Idea: Reduce Mercury Pollution

Editor's Note: On February 6, we asked BlueOregon readers to suggest progressive ideas that the next Oregon Legislature should enact. Over the next several weeks, we'll post some of these ideas here - and ask you to discuss them. Good idea? Bad idea? Any suggestions?

From "Sandy D":

Ban all mercury containing products with a carefully vetted list of exceptions. Mercury-based dental fillings should NOT be one of the exceptions. While middle class and well-to-do don't get many "silver" fillings anymore, it is all that poor people get.

Mandate mercury-amalgam separators in all dental offices. They catch 95-99% of the mercury going through water lines into the waste treatment plant. Every jurisdiction that has done this has had a substantial decline in mercury content in waste treatment plants (up to 90%).

Ban mercury based (50% elemental mercury - about 1/2 gram for EACH filling) dental fillings. Every bit of it ends up in the environment: cremation (bodies with mercury fillings); burial (might be a couple hundred or even a couple of hundred years for the coffin and all the rest to "go back to the earth," but it will.

Living human bodies put out about 50 micrograms of mercury per day (from mercury amalgams) that go into waste treatment plants or into septic tanks. [Biosolids from waste treatment plants are either buried or spread on croplands as fertilizer. The water effluent from the waste treatment plant containes methylated mercury. This is what is found in fish.]

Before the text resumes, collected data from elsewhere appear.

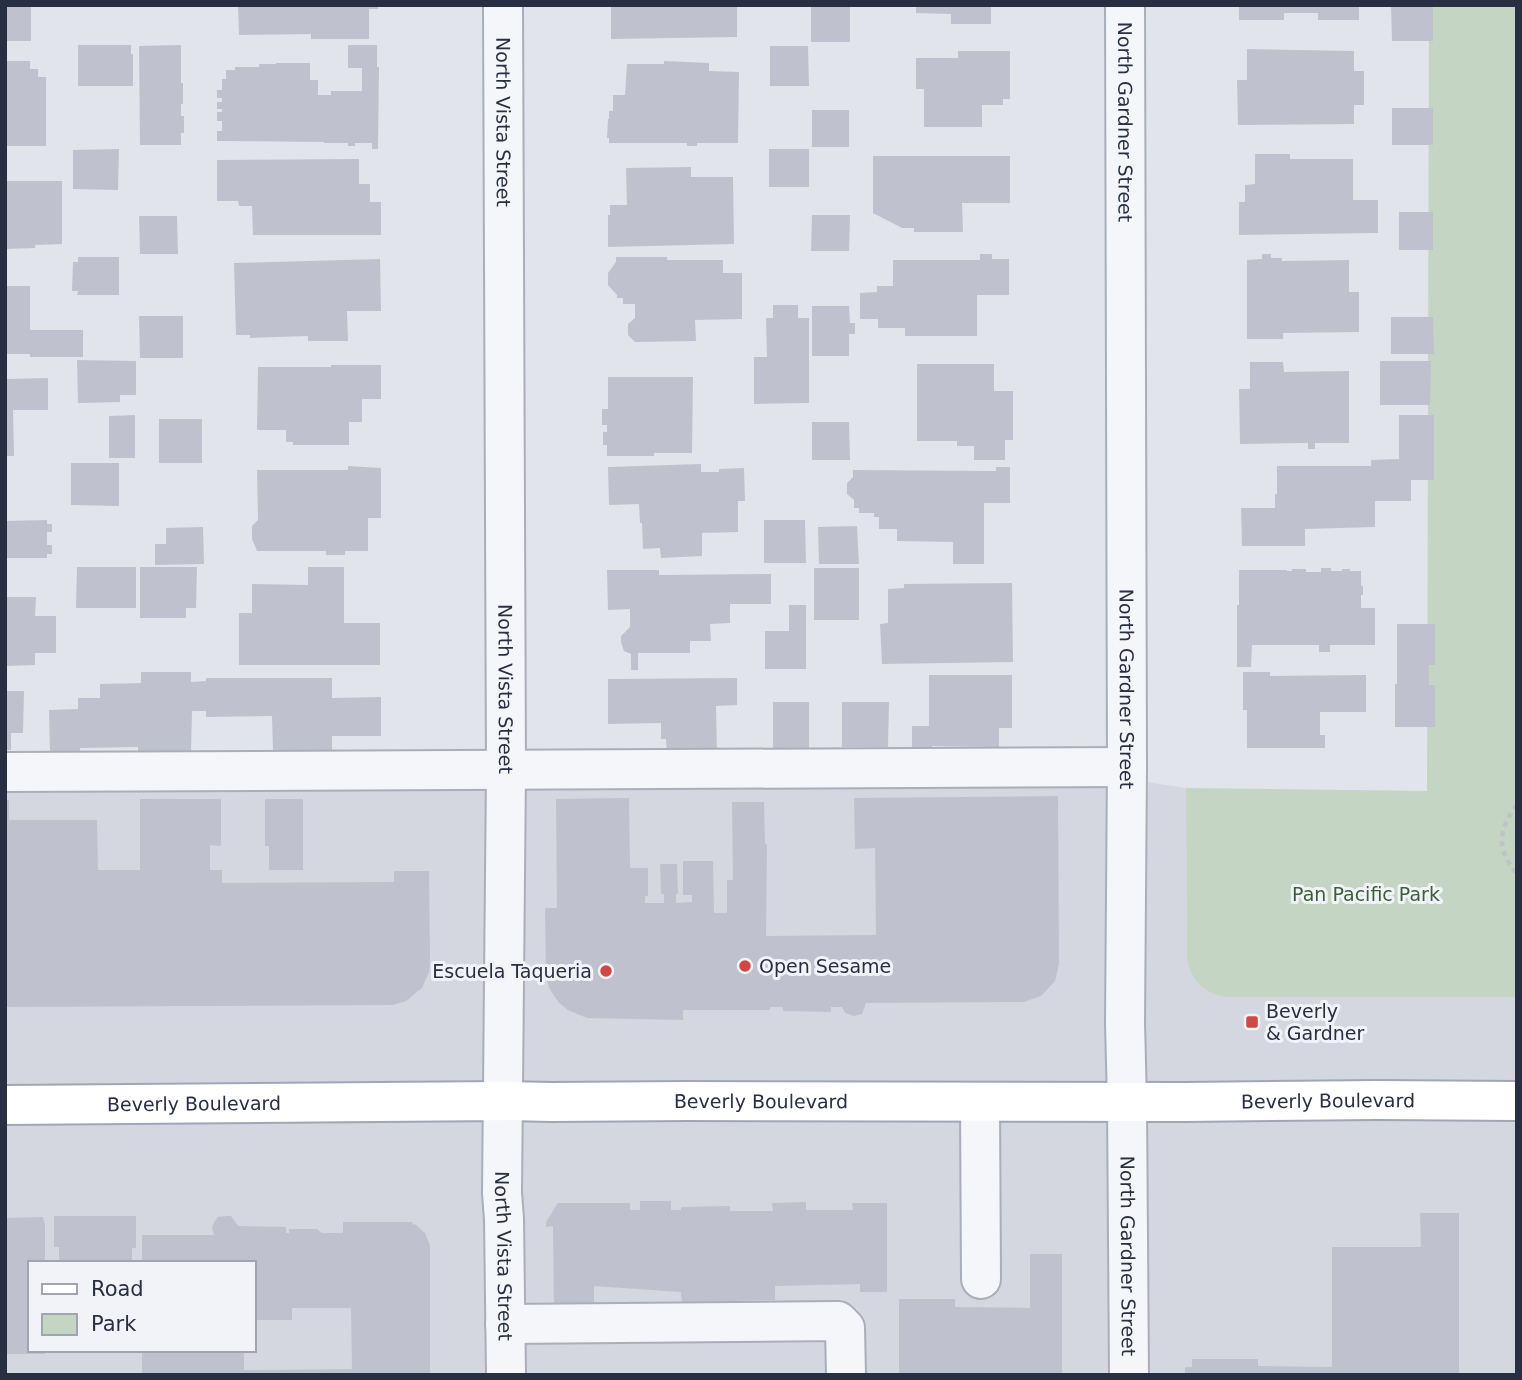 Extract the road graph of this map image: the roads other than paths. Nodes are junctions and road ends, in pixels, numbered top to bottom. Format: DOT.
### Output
graph roads {
  1 [pos="503,5"];
  2 [pos="1125,5"];
  3 [pos="1127,766"];
  4 [pos="506,770"];
  5 [pos="5,772"];
  6 [pos="503,1101"];
  7 [pos="1517,1101"];
  8 [pos="980,1102"];
  9 [pos="1127,1102"];
  10 [pos="5,1105"];
  11 [pos="981,1279"];
  12 [pos="505,1324"];
  13 [pos="506,1375"];
  14 [pos="846,1375"];
  15 [pos="1129,1375"];
  1 -- 4 [label="street, North Vista Street"];
  2 -- 3 [label="street, North Gardner Street"];
  3 -- 4 [label="street"];
  3 -- 9 [label="street, North Gardner Street"];
  4 -- 5 [label="street"];
  4 -- 6 [label="street, North Vista Street"];
  6 -- 8 [label="main road, Beverly Boulevard"];
  6 -- 10 [label="main road, Beverly Boulevard"];
  6 -- 12 [label="street, North Vista Street"];
  7 -- 9 [label="main road, Beverly Boulevard"];
  8 -- 9 [label="main road, Beverly Boulevard"];
  8 -- 11 [label="street"];
  9 -- 15 [label="street, North Gardner Street"];
  12 -- 13 [label="street, North Vista Street"];
  12 -- 14 [label="street"];
}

Dental waste (pulled teeth) get incinerated or buried. More mercury in the environment. More than 30% of dentists are mercury-free, so there are obviously less toxic alternatives available. It is still used because it is cheap and easy. Lead might be even cheaper but people understand how toxic lead is. Well, mercury is 40 times more toxic. That is right, 40 times more toxic.

Discuss.

[If you have your own original progressive idea to propose, do it here: "There oughta be a law."]

Comments

  • (Show?)

    Before anyone goes further, I think it would be best for people to read the article on Quackwatch debunking this.

    To quote:

    "Mercury is found in the earth's crust and is ubiquitous in the environment. Thus, even without amalgam fillings, everyone has small but measurable blood and urine levels. Amalgam fillings raise these levels slightly, but this has no clinical significance.

    The legal limit of safe mercury exposure for industrial workers is 50 micrograms per cubic meter of air for 8 hours per day and 50 weeks per year. Exposure at this level will produce urine mercury levels of about 135 micrograms per liter. These levels are much higher than those in the general public but produce no symptoms and are considered safe.

    Most people without fillings have a maximum of 5-10 micrograms per liter of urine. Most practicing dentists have levels below 10 micrograms per liter, even though they are exposed to mercury vapor when placing or removing amalgam filings and typically have amalgams in their own teeth. Thus, even with that exposure, the maximum levels found in dentists are only twice those of their patients—and most dentists are have the same levels as most patients. These are far below the levels known to affect health, even in a minor way.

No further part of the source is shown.